My mother did all the good-mom things: She put notes in my lunch box, nurtured my self-esteem and supplied all the marker colors Crayola ever made. She entered me in every art contest for children, preserved every — EVERY — memory on film and dutifully rented my French horn from the school every year. She opened the door for me to be anything I wanted, but the door that got me here was far more unexpected, as mom-things go.

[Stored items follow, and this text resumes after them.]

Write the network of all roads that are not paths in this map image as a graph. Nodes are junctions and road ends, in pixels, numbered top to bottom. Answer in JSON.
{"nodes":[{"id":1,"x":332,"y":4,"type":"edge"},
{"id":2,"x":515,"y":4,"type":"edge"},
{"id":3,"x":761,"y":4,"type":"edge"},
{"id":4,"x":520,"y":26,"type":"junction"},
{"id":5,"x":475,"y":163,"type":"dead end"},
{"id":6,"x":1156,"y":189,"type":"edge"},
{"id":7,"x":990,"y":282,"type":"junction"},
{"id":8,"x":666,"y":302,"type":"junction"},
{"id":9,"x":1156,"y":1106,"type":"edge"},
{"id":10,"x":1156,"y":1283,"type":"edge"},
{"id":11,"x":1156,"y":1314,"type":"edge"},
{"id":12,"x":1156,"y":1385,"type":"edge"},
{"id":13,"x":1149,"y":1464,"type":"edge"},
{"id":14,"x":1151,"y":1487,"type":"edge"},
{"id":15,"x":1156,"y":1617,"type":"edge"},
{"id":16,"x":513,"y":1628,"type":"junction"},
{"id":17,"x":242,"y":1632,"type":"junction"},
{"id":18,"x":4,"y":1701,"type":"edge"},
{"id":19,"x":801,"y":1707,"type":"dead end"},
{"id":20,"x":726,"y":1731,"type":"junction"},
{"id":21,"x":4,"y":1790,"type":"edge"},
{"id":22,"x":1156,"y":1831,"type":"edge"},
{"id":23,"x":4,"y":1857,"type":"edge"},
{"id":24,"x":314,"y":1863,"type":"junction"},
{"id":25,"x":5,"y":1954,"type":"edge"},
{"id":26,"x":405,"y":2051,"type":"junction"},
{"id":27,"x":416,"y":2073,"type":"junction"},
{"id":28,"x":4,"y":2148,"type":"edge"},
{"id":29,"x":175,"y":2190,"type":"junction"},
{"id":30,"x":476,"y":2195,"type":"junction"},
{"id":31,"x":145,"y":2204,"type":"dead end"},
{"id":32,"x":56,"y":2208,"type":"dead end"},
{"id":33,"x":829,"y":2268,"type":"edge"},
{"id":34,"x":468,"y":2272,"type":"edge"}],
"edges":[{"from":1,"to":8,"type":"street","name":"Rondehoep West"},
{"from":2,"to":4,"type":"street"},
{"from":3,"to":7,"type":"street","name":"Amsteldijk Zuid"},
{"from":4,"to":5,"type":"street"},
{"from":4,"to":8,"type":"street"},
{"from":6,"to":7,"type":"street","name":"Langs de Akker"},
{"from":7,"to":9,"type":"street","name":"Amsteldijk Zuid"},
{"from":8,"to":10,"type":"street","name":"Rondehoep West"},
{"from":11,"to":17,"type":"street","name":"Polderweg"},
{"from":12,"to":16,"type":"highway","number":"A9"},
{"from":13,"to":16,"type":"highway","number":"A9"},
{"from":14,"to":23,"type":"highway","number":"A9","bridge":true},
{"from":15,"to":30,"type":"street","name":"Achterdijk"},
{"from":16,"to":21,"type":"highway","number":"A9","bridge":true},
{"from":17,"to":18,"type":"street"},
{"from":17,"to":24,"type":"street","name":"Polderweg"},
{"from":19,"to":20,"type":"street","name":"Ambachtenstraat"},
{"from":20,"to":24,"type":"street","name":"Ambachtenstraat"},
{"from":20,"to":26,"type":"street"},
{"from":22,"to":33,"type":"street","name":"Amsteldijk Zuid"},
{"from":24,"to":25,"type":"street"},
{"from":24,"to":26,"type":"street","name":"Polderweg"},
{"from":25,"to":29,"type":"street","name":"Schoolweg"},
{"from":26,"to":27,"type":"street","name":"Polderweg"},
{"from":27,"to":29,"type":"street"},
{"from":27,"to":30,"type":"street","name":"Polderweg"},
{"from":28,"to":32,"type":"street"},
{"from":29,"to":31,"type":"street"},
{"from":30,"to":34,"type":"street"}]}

Every school day at 6 a.m., my mom would rouse my little sister and me – usually by singing, sometimes with tickling and occasionally with brute force. But one day a year, it was all worth it. Because after piddling through breakfast, ponytailing our hair and cramming our feet into scrunchy socks and double-knotted tennis shoes, we were told to abandon our backpacks and run to the van. Today, we were not going to school. Today, we were going to Six Flags.
Oh, that glorious day of rebellion. I had the carousel at the entrance all to myself, and so I rode the tiger, the giraffe and the zebra all in one turn. Operators let their rides go and go with no one else waiting to climb aboard. We stayed on the roller coasters as long as we wanted, because every other unlucky child that could have formed a line was at school being made to write in cursive. They were eating Salisbury steak while I had funnel cake, and I laughed gleefully, powdered sugar on my nose, at the misfortune of those rule-followers. If they had a mother like mine, they too could be reveling in this splendid, sunny day.
Mom is a master at the unexpected (sometimes to the extent that she deliberately avoids buying Christmas gifts that she knows I want), but she has been an excellent teacher. For it was in those rare, wonderful days that I learned of the stories that come from a well-executed rebellion and the power of the unexpected. And while my mom probably didn’t realize it at the time, she was teaching me a lesson that prepared me for my then one-day career in marketing.
As you may have heard the Black Sheep Agency preach before, relying on the unexpected can make a huge impact when it comes to public relations. It’s what attracts attention and gets a brand noticed. It’s what transforms mere marketing into memorable experiences — as memorable as a day of playing hooky from school.
As a visual storyteller, I’m constantly balancing the rules of design and brand standards with the elements of surprise. It’s not a skill that I learned in school, but one that I know I picked up from my mom — the one who truly has it perfected. And that’s better than anything I’ve ever found under the tree.